Q&A 2

1.2K 44 56
                                    

Tym razem było to bardzo jasne pomieszczenie z wieloma innymi  oknami. Pokój ten był pomalowany na błękit nieba. W całej przestrzeni istniały tylko te okna i duży, kulisty dywan. 

Nagle w przestrzeni zaiskrzył ogień, a z niego wydobyła się zapisana kartka papieru. Było to kolejne pytanie ,,Kiedy next?". Druga autorka odwróciła się do okna, zarzucając rudymi włosami. Ubrana była czarną suknię, która była zrobiona z bardzo zwiewnego i (można by rzec) prześwitującego materiału, który ciągnął się aż do ziemi. 

Pierwsza autorka natomiast już wcześniej wyłożyła się na dywanie, a teraz zasłoniła oczy przedramieniem, wydając dziwny odgłos. Brzmiał on trochę jak umierający waleń, więc druga autorka spojrzała w stronę umierającej. 

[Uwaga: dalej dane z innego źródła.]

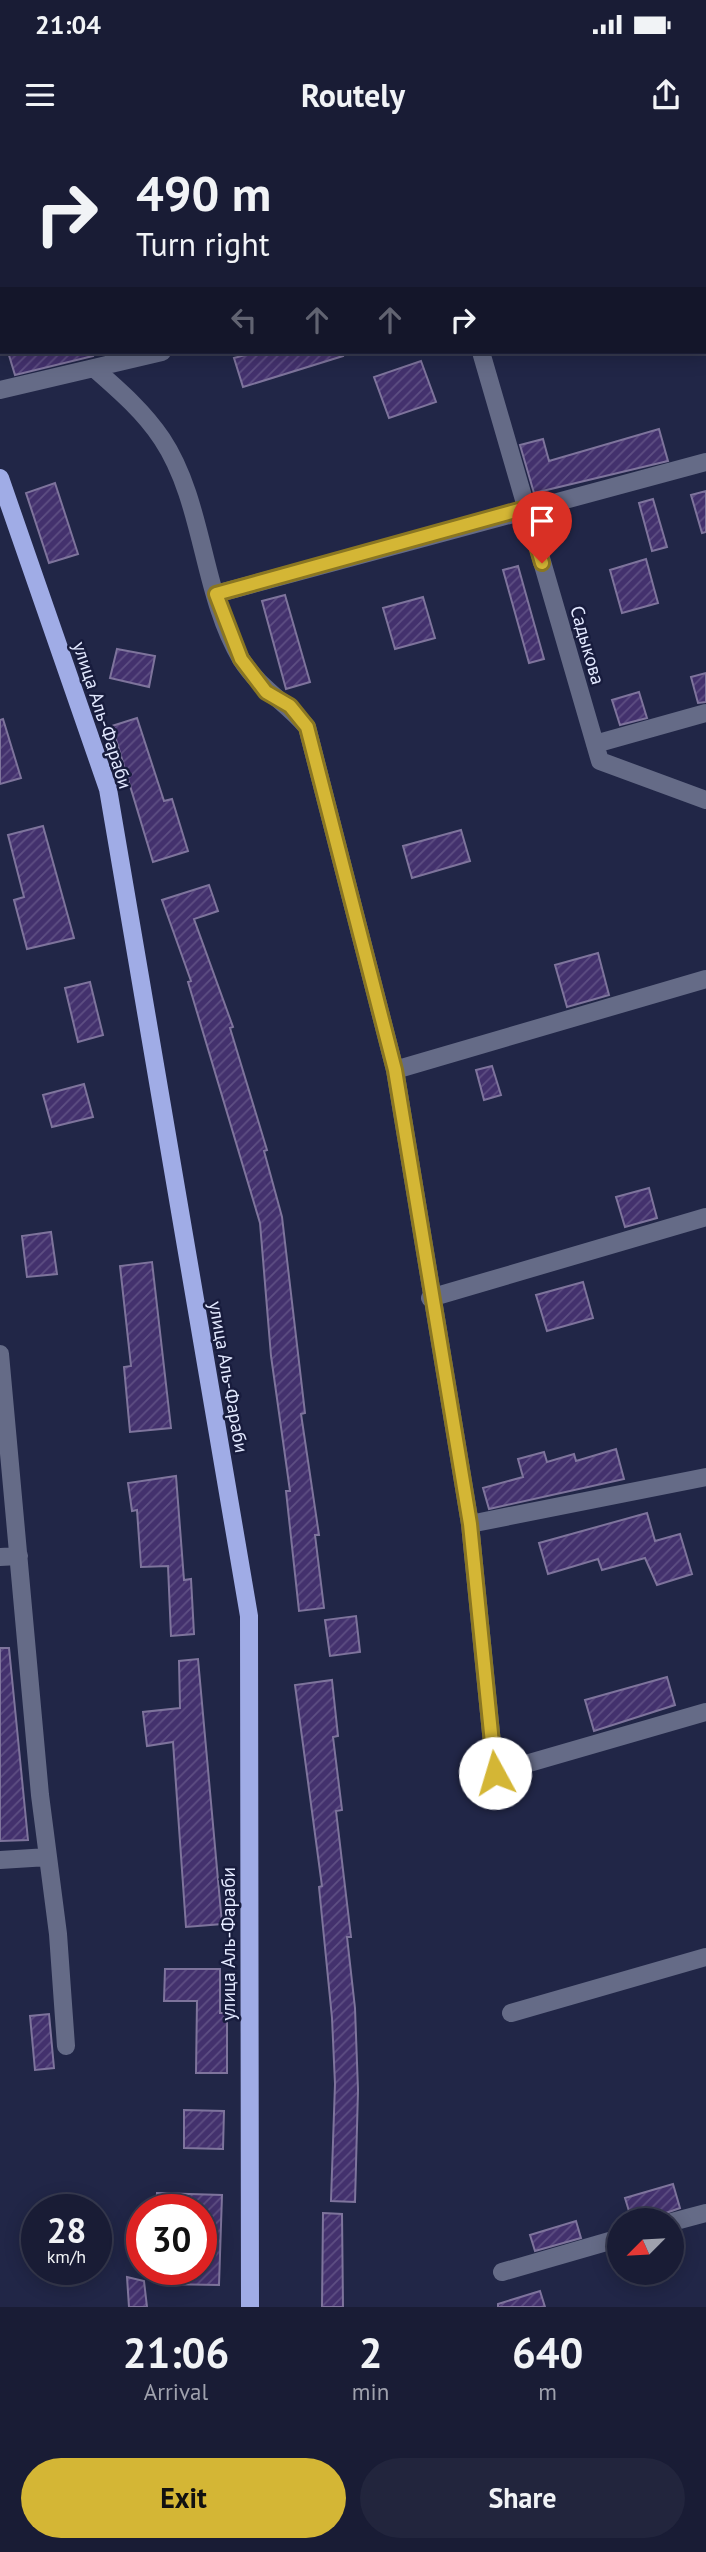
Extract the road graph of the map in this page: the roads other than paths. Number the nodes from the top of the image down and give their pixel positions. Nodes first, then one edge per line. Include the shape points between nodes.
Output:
1 (155, 354) edge
2 (482, 354) edge
3 (96, 370) junction
4 (0, 390) edge
5 (706, 462) edge
6 (0, 478) edge
7 (526, 508) junction
8 (216, 594) junction
9 (706, 713) edge
10 (595, 744) junction
11 (706, 800) edge
12 (706, 979) edge
13 (395, 1070) junction
14 (706, 1217) edge
15 (430, 1298) junction
16 (0, 1354) edge
17 (706, 1477) edge
18 (470, 1524) junction
19 (19, 1556) junction
20 (0, 1557) edge
21 (706, 1712) edge
22 (48, 1857) junction
23 (0, 1860) edge
24 (706, 1957) edge
25 (511, 2014) dead end
26 (66, 2046) dead end
27 (706, 2213) edge
28 (684, 2219) edge
29 (607, 2242) edge
30 (502, 2272) dead end
31 (250, 2307) edge

1 - 3 street
2 - 7 street, Садыкова
3 - 4 street
3 - 8 street via 138,407 163,441 179,473
5 - 7 street
6 - 31 main road, улица Аль-Фараби via 108,789 249,1616
7 - 8 street
7 - 10 street, Садыкова
8 - 13 street via 241,659 266,692 290,706 307,727
9 - 10 street
10 - 11 street, Садыкова via 600,761
12 - 13 street
13 - 15 street
14 - 15 street
15 - 18 street
16 - 19 street
17 - 18 street
18 - 21 street via 495,1773
19 - 20 street
19 - 22 street
22 - 23 street
22 - 26 street
24 - 25 street
27 - 28 street
29 - 30 street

— Beata, co ty… — zaczęła lekko zaniepokojona błękitnooka

— Zostałyśmy odcięte od świata własnymi ograniczeniamiiii, dlaczegooooo myyy… — odparła świeżo ścięta krótkowłosa.

Na każdym z okien pojawiło się inne słowo: ,,obowiązki", ,,szkoła", “samorząd szkolny”, ,,pomoc w domu", ,,inne zainteresowania", ,,klasa maturalna", ,,brak czasu", ,,przeziębienie".

Blondwłosa uniosła się na łokciach, spoglądając na przyjaciółkę spod rzęs. Czerwona sukienka z lekkiego materiału i rozcięciem na nodze być może odsłaniała zbyt wiele. 

— Skarbie, nie narzekaj — powiedziała Mey, puszczając w jej stronę nieudolnie oczko. 

— Ile my już czekamy na te pytania? Ta sowa zawsze się spóźnia.

W tej samej chwili coś zapukało w okno.

— O sowie mowa.

Mey uchyliła okno, a śnieżnobiała sowa, robiąc dwa okrążenia nad głowami dziewcząt, wypuściła z dzioba lawendową kopertę, która powoli opadła w dół na dywan. 

Autorki spojrzały po sobie i w tym samym czasie wręcz rzuciły się do koperty. Blondwłosa była szybsza, więc naburmuszona ruda usiadła koło niej na dywanie. 

— Betty, na nos Voldzia, masz zamiar to otworzyć czy będziesz się tak gapić? 

Blondynka uśmiechnęła się krzywo. Merlin jej świadkiem, że uwielbiała drażnić swoich przyjaciół.

— No już otwieram, noooo... 

Przerwała kopertę i odwracając ją zaczęła nią potrząsać. Z koperty zaczęły wylatywac małe, pudroworóżowe karteczki. Zajrzała do niej, widząc jednak, że jest już pusta, wyrzuciła ją za siebie i uśmiechnęła się niewinnie, gdy poczuła na sobie oburzone spojrzenie. 

— Beato, masz to później podnieść. 

— Sama sobie podnieś, skoro aż tak ci zależy — mruknęła do siebie. Może nieco zbyt głośno.

— O ty Ślizgonko!

— SLYTHERIN ZAWSZE GÓRĄ! CHWAŁA RIDDLE'OWI! WYBIĆ SZLA… — W tej chwili Mey zakryła jej usta i odchrząknęła.

— Pytanko pierwsze! — powiedziała z entuzjazmem Mey. — '“Gdzie się podział kot, Adeline?".

— No cóż… — zaczęła blondynka, gdy rudowłosa zabrała już swoją rękę. 

— Zdechł — powiedziała Mey z grobową miną, za co dostała kuksańca w bok. 

— Oczywiście Maja żartuje — powiedziała, mrużąc oczy. — Noir chowa się po kątach, to u niego normalne. Kolejne pytanie!

Pierwsza autorka zamknęła oczy i wylosowała jedną z identycznych karteczek. Druga autorka próbowała odczytać co tam pisze, wyginając się pod nienaturalnym kątem, ale zrezygnowała, gdy koleżanka wygięła rękę tak, by nic nie było widać.